*** Source information Section Begins ***

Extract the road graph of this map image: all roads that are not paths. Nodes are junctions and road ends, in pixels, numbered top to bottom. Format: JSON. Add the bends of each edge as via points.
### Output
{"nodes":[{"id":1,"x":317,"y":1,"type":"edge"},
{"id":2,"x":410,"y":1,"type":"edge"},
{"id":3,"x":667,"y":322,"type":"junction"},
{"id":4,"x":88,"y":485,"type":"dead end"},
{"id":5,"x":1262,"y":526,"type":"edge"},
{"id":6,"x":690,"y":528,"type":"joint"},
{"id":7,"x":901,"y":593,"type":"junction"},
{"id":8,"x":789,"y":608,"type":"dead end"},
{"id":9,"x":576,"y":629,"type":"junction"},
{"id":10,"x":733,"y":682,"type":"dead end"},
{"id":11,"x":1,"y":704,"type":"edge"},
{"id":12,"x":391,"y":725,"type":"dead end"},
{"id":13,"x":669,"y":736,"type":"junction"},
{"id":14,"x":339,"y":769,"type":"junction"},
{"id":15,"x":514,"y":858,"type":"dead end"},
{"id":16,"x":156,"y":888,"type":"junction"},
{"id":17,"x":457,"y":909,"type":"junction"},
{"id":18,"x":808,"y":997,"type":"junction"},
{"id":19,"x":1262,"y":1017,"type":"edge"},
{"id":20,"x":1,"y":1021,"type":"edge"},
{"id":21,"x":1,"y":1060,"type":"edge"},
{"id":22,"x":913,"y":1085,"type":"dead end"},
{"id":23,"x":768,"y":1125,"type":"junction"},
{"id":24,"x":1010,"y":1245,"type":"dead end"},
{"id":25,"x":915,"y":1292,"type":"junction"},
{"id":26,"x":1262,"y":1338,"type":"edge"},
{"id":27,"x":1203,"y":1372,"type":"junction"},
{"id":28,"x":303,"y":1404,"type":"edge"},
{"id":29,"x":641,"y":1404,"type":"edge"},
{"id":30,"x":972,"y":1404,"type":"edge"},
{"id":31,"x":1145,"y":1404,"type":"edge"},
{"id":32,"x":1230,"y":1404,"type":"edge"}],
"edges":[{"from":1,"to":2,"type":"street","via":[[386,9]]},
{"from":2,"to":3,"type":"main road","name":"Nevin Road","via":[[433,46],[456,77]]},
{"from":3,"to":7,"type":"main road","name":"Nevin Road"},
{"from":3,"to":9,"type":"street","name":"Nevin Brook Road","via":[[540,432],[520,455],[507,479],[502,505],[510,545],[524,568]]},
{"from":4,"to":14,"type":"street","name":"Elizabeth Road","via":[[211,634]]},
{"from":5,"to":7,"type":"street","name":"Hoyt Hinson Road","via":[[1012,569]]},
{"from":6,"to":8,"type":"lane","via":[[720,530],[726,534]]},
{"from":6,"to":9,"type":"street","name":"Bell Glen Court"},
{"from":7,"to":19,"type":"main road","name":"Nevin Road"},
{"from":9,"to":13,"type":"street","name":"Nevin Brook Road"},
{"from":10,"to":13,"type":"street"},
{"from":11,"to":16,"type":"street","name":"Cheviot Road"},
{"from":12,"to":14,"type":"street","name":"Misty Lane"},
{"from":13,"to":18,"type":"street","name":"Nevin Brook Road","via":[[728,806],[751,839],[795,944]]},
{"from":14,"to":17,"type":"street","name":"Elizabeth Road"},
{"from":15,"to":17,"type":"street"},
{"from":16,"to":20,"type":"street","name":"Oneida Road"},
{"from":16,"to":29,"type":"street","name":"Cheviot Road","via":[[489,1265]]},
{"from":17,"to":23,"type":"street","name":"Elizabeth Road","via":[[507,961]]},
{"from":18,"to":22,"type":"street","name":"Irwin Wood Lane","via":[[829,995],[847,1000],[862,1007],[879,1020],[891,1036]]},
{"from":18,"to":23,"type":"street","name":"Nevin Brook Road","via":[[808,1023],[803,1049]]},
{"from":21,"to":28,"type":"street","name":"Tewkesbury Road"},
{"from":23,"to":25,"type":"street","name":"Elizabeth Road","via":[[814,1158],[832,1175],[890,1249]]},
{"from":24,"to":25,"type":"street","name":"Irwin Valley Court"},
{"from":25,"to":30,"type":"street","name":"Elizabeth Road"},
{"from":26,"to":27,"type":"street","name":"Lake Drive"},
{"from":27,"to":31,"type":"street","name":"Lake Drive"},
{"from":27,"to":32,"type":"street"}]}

*** Source information Section Ends ***

- [The task]
The full set of entries above should be given again exactly.

- [Task output]
Extract the road graph of this map image: all roads that are not paths. Nodes are junctions and road ends, in pixels, numbered top to bottom. Format: JSON. Add the bends of each edge as via points.
### Output
{"nodes":[{"id":1,"x":317,"y":1,"type":"edge"},
{"id":2,"x":410,"y":1,"type":"edge"},
{"id":3,"x":667,"y":322,"type":"junction"},
{"id":4,"x":88,"y":485,"type":"dead end"},
{"id":5,"x":1262,"y":526,"type":"edge"},
{"id":6,"x":690,"y":528,"type":"joint"},
{"id":7,"x":901,"y":593,"type":"junction"},
{"id":8,"x":789,"y":608,"type":"dead end"},
{"id":9,"x":576,"y":629,"type":"junction"},
{"id":10,"x":733,"y":682,"type":"dead end"},
{"id":11,"x":1,"y":704,"type":"edge"},
{"id":12,"x":391,"y":725,"type":"dead end"},
{"id":13,"x":669,"y":736,"type":"junction"},
{"id":14,"x":339,"y":769,"type":"junction"},
{"id":15,"x":514,"y":858,"type":"dead end"},
{"id":16,"x":156,"y":888,"type":"junction"},
{"id":17,"x":457,"y":909,"type":"junction"},
{"id":18,"x":808,"y":997,"type":"junction"},
{"id":19,"x":1262,"y":1017,"type":"edge"},
{"id":20,"x":1,"y":1021,"type":"edge"},
{"id":21,"x":1,"y":1060,"type":"edge"},
{"id":22,"x":913,"y":1085,"type":"dead end"},
{"id":23,"x":768,"y":1125,"type":"junction"},
{"id":24,"x":1010,"y":1245,"type":"dead end"},
{"id":25,"x":915,"y":1292,"type":"junction"},
{"id":26,"x":1262,"y":1338,"type":"edge"},
{"id":27,"x":1203,"y":1372,"type":"junction"},
{"id":28,"x":303,"y":1404,"type":"edge"},
{"id":29,"x":641,"y":1404,"type":"edge"},
{"id":30,"x":972,"y":1404,"type":"edge"},
{"id":31,"x":1145,"y":1404,"type":"edge"},
{"id":32,"x":1230,"y":1404,"type":"edge"}],
"edges":[{"from":1,"to":2,"type":"street","via":[[386,9]]},
{"from":2,"to":3,"type":"main road","name":"Nevin Road","via":[[433,46],[456,77]]},
{"from":3,"to":7,"type":"main road","name":"Nevin Road"},
{"from":3,"to":9,"type":"street","name":"Nevin Brook Road","via":[[540,432],[520,455],[507,479],[502,505],[510,545],[524,568]]},
{"from":4,"to":14,"type":"street","name":"Elizabeth Road","via":[[211,634]]},
{"from":5,"to":7,"type":"street","name":"Hoyt Hinson Road","via":[[1012,569]]},
{"from":6,"to":8,"type":"lane","via":[[720,530],[726,534]]},
{"from":6,"to":9,"type":"street","name":"Bell Glen Court"},
{"from":7,"to":19,"type":"main road","name":"Nevin Road"},
{"from":9,"to":13,"type":"street","name":"Nevin Brook Road"},
{"from":10,"to":13,"type":"street"},
{"from":11,"to":16,"type":"street","name":"Cheviot Road"},
{"from":12,"to":14,"type":"street","name":"Misty Lane"},
{"from":13,"to":18,"type":"street","name":"Nevin Brook Road","via":[[728,806],[751,839],[795,944]]},
{"from":14,"to":17,"type":"street","name":"Elizabeth Road"},
{"from":15,"to":17,"type":"street"},
{"from":16,"to":20,"type":"street","name":"Oneida Road"},
{"from":16,"to":29,"type":"street","name":"Cheviot Road","via":[[489,1265]]},
{"from":17,"to":23,"type":"street","name":"Elizabeth Road","via":[[507,961]]},
{"from":18,"to":22,"type":"street","name":"Irwin Wood Lane","via":[[829,995],[847,1000],[862,1007],[879,1020],[891,1036]]},
{"from":18,"to":23,"type":"street","name":"Nevin Brook Road","via":[[808,1023],[803,1049]]},
{"from":21,"to":28,"type":"street","name":"Tewkesbury Road"},
{"from":23,"to":25,"type":"street","name":"Elizabeth Road","via":[[814,1158],[832,1175],[890,1249]]},
{"from":24,"to":25,"type":"street","name":"Irwin Valley Court"},
{"from":25,"to":30,"type":"street","name":"Elizabeth Road"},
{"from":26,"to":27,"type":"street","name":"Lake Drive"},
{"from":27,"to":31,"type":"street","name":"Lake Drive"},
{"from":27,"to":32,"type":"street"}]}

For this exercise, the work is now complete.